# Lecture 2
## Introduction to Sklearn
### Encoding in Sklearn!

<ol>
<li> Used data: Toy data (Toy data construction done in notebook)
<li> Notebook Goal: Learn how encoders work in Sklearn, what the One Hot Encoder does and how to convert to dataframes
<li> Extra Exercise: Yes, see below.
</ol>

In [1]:
#Necessary Imports
import pandas as pd
from sklearn.preprocessing import OneHotEncoder
import numpy as np
from sklearn.ensemble import RandomForestClassifier

In the slides, we see that Sklearn cannot deal with non-numerical data. Whenever it gets fed non-numerical data, it will first try to convert it on itself. This can be useful when data from another source mistakenly coded an integer as a string, eg. '1' instead of 1.

Let's see what happens when we don't encode a non-numerical feature.

 (__spoiler alert__: it fails)

In [2]:
df = pd.DataFrame({
'A': ['a','b','a'],
'B': ['b','a','c']
})
df

Unnamed: 0,A,B
0,a,b
1,b,a
2,a,c


In [3]:
target = df['A']
data = df['B']
RandomForestClassifier().fit(data, target) #THIS FAILS!

ValueError: could not convert string to float: 'b'

We now consider the OneHotEncoder. We will use it to encode the categorical variables A and B.

In [4]:
enc = OneHotEncoder()
enc.fit(df)

This succesfully fits the 'enc' object to the data. We can check what the new variables are named. 

In [5]:
enc.get_feature_names_out()

array(['A_a', 'A_b', 'B_a', 'B_b', 'B_c'], dtype=object)

We see that, indeed, every level of the variables get a special variable assigned to them.

We only fit the model, let us consider what happens when we transform our dataframe.

In [6]:
df_OHE = enc.transform(df)
df_OHE

<3x5 sparse matrix of type '<class 'numpy.float64'>'
	with 6 stored elements in Compressed Sparse Row format>

We see that after transformation, we obtain a sparse matrix. 
From the documentation online, you can easily find that in order to make this a (readable) array, you can use the toarray() method. 

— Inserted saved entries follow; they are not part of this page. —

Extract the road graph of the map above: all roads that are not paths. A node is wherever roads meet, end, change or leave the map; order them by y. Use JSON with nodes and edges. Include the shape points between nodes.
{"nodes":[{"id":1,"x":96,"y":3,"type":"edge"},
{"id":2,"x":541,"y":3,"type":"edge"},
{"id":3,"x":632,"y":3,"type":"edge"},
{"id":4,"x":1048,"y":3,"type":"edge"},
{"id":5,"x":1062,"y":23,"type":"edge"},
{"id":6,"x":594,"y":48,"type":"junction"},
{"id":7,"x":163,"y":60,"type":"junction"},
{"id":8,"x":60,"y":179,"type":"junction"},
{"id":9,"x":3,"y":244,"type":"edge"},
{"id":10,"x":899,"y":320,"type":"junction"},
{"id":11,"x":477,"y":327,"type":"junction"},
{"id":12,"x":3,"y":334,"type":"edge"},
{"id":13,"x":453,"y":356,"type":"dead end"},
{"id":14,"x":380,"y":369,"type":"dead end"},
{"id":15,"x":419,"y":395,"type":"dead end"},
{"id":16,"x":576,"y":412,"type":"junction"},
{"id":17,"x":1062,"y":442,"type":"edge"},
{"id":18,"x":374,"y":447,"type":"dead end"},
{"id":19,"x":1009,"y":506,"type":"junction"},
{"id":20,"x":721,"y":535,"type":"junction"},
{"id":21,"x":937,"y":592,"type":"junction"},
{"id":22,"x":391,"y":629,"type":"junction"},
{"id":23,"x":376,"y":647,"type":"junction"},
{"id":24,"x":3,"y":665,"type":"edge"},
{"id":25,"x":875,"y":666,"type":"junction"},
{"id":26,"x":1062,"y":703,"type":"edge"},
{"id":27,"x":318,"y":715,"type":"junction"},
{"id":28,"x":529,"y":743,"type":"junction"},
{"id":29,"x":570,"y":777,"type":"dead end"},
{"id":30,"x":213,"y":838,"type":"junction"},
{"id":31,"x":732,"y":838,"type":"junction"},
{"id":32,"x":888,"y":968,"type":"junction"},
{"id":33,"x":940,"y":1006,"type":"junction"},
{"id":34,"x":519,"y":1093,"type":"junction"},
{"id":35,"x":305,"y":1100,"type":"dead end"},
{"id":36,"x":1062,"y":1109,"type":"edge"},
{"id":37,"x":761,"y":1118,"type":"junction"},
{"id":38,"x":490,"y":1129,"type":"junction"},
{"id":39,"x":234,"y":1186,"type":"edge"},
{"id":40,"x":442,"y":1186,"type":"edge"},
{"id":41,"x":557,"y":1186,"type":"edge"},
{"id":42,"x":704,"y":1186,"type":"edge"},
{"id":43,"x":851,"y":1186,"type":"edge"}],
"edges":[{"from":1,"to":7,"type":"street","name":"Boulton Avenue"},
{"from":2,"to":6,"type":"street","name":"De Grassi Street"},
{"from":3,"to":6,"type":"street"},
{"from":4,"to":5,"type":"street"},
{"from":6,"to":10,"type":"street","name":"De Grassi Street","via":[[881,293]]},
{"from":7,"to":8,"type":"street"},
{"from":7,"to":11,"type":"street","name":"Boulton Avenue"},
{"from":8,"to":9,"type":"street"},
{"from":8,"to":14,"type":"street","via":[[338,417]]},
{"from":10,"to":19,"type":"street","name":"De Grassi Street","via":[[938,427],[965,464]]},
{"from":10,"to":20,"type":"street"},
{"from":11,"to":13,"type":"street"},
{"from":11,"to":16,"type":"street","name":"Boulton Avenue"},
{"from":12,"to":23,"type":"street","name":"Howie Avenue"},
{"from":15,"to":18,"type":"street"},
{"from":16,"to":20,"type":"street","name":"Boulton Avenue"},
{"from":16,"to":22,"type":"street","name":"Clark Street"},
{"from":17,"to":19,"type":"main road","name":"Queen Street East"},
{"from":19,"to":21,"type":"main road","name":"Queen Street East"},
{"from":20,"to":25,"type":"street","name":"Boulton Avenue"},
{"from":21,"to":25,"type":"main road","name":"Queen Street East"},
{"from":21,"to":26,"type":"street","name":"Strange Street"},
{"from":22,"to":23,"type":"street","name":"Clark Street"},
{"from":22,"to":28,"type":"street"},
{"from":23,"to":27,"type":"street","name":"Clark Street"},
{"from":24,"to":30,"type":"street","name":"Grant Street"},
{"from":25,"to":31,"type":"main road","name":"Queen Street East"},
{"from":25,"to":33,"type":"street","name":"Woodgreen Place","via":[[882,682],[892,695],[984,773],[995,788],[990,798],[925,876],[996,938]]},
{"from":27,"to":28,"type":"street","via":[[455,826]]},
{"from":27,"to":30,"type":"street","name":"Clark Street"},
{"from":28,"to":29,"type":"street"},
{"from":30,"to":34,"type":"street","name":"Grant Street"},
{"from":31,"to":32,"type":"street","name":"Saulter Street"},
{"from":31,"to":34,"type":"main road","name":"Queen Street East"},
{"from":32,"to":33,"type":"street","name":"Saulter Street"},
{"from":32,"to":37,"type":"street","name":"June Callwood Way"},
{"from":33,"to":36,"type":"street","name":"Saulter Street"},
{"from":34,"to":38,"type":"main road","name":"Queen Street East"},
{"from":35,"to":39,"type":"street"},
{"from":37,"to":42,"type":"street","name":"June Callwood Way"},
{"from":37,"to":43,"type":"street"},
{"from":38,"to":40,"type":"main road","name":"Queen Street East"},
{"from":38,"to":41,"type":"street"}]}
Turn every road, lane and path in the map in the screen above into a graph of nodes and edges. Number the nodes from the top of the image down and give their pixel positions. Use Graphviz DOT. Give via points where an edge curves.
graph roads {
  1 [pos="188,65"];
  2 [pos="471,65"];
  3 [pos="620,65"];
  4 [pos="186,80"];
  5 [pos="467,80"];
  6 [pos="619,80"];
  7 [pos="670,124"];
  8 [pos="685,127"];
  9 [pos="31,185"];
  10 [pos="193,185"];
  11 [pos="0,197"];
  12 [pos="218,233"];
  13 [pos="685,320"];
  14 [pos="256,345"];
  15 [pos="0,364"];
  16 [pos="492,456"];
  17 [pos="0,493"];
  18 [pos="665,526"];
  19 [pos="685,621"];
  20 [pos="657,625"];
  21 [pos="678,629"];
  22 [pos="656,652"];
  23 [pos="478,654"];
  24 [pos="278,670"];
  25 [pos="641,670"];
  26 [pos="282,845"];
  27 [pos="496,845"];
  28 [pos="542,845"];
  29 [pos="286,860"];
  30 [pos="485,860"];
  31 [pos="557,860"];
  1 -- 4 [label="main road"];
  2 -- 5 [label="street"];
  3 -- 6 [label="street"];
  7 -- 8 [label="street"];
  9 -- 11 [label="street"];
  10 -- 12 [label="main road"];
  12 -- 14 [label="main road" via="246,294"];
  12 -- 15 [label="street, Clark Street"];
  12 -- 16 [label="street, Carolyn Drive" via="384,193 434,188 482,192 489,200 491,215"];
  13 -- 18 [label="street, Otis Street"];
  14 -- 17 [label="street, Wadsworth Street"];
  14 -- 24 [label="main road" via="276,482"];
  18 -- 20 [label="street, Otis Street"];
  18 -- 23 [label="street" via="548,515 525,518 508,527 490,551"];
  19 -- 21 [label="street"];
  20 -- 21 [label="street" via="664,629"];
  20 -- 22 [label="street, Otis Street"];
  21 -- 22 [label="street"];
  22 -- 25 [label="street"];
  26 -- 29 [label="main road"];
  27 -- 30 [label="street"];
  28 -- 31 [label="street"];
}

Let us actually return df_OHE as a dataframe.

In [7]:
df_OHE = pd.DataFrame(data=enc.transform(df).toarray(), columns = enc.get_feature_names_out())
df_OHE

Unnamed: 0,A_a,A_b,B_a,B_b,B_c
0,1.0,0.0,0.0,1.0,0.0
1,0.0,1.0,1.0,0.0,0.0
2,1.0,0.0,0.0,0.0,1.0


As an exercise, play around with your own data sets. In particular, what happens when you transform a dataframe that has levels which are not present in the training dataframe? Using the documentation of the OneHotEncoder, how can you change this behaviour?